Après dix-sept années de combat juridique toujours acharné, souvent décourageant, les victimes de l’ancien dictateur tchadien Hissène Habré auraient pu s’en tenir à la victoire historique remportée, jeudi 27 avril, contre leur bourreau. Ce jour-là, à Dakar, la cour d’appel des Chambres africaines extraordinaires (CAE) l’a condamné, sans plus aucune autre forme de recours, à la prison à perpétuité pour « crimes contre l’humanité », « crimes de guerre » et « crimes de torture » commis durant sa présidence (1982-1990). Mais ces victimes, ces simples Tchadiens broyés par un va-t-en-guerre omnipotent puis ignorés par un président exilé et protégé par un réseau d’intérêts qu’il pensait plus fort que l’énergie de ces désespérés, veulent livrer un dernier combat : obtenir les réparations financières inscrites dans le jugement des CAE.

Cette histoire de gros sous n’était pas au cœur de ce procès historique, qui, pour la première fois, a vu « un Etat [le Sénégal] juger un ancien dirigeant d’un autre Etat pour des violations des droits humains », rappelle Reed Brody, avocat américain membre de la Commission internationale des juristes. Au sein de l’organisation de défense des droits humains Human Rights Watch, il a porté à bout de bras, partout dans le monde, le dossier Hissène Habré. L’essentiel, en effet, était de le traduire en justice, de le confronter aux victimes puis de condamner cet ancien chef de guerre soutenu à l’époque par la France et les Etats-Unis, qui fermèrent les yeux sur ses milliers de morts au nom de la lutte contre le Guide libyen Mouammar Kadhafi.

« C’est important pour guérir les blessures »

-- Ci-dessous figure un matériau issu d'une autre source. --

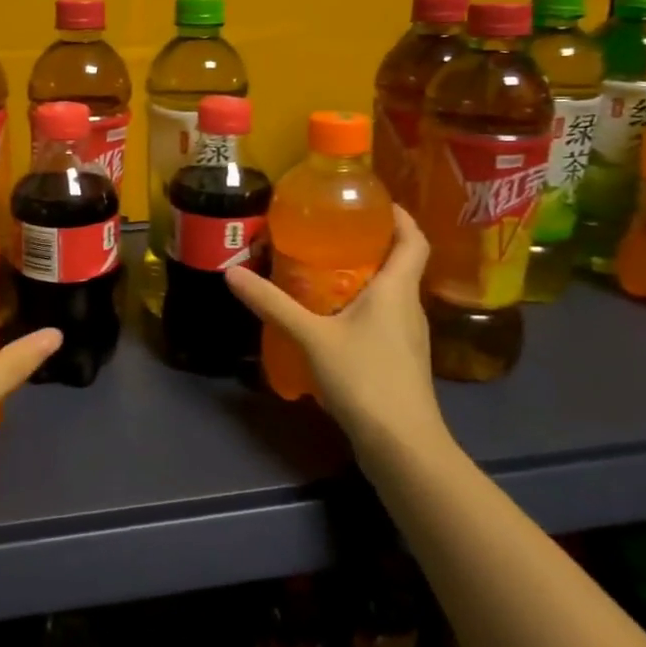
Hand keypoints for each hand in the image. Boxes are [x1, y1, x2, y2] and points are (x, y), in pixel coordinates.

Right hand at [226, 205, 446, 466]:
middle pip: (399, 263)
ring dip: (363, 276)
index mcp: (396, 290)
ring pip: (390, 292)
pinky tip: (330, 316)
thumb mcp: (312, 337)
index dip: (399, 216)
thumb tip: (232, 272)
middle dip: (370, 243)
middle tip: (329, 231)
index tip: (373, 201)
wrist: (402, 445)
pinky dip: (360, 305)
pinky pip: (382, 318)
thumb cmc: (365, 378)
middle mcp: (409, 307)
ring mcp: (408, 336)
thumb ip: (273, 304)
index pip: (413, 240)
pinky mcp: (400, 360)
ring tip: (322, 268)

Certes, le condamné a, dès le début de la procédure, nié la légalité des CAE. Certes, le visage enfoui sous un turban blanc, il s’est muré dans le silence durant les audiences, refusant de répondre aux questions de ses victimes qui, pour certaines, ne comprennent toujours pas pourquoi elles ont vécu l’enfer des cachots de la Direction de la documentation et de la sécurité (DDS), la police politique de Hissène Habré. Certes, il a refusé de quitter sa cellule dakaroise de la prison de Rebeuss – où cet homme de 74 ans pourrait finir sa vie – pour écouter le jugement.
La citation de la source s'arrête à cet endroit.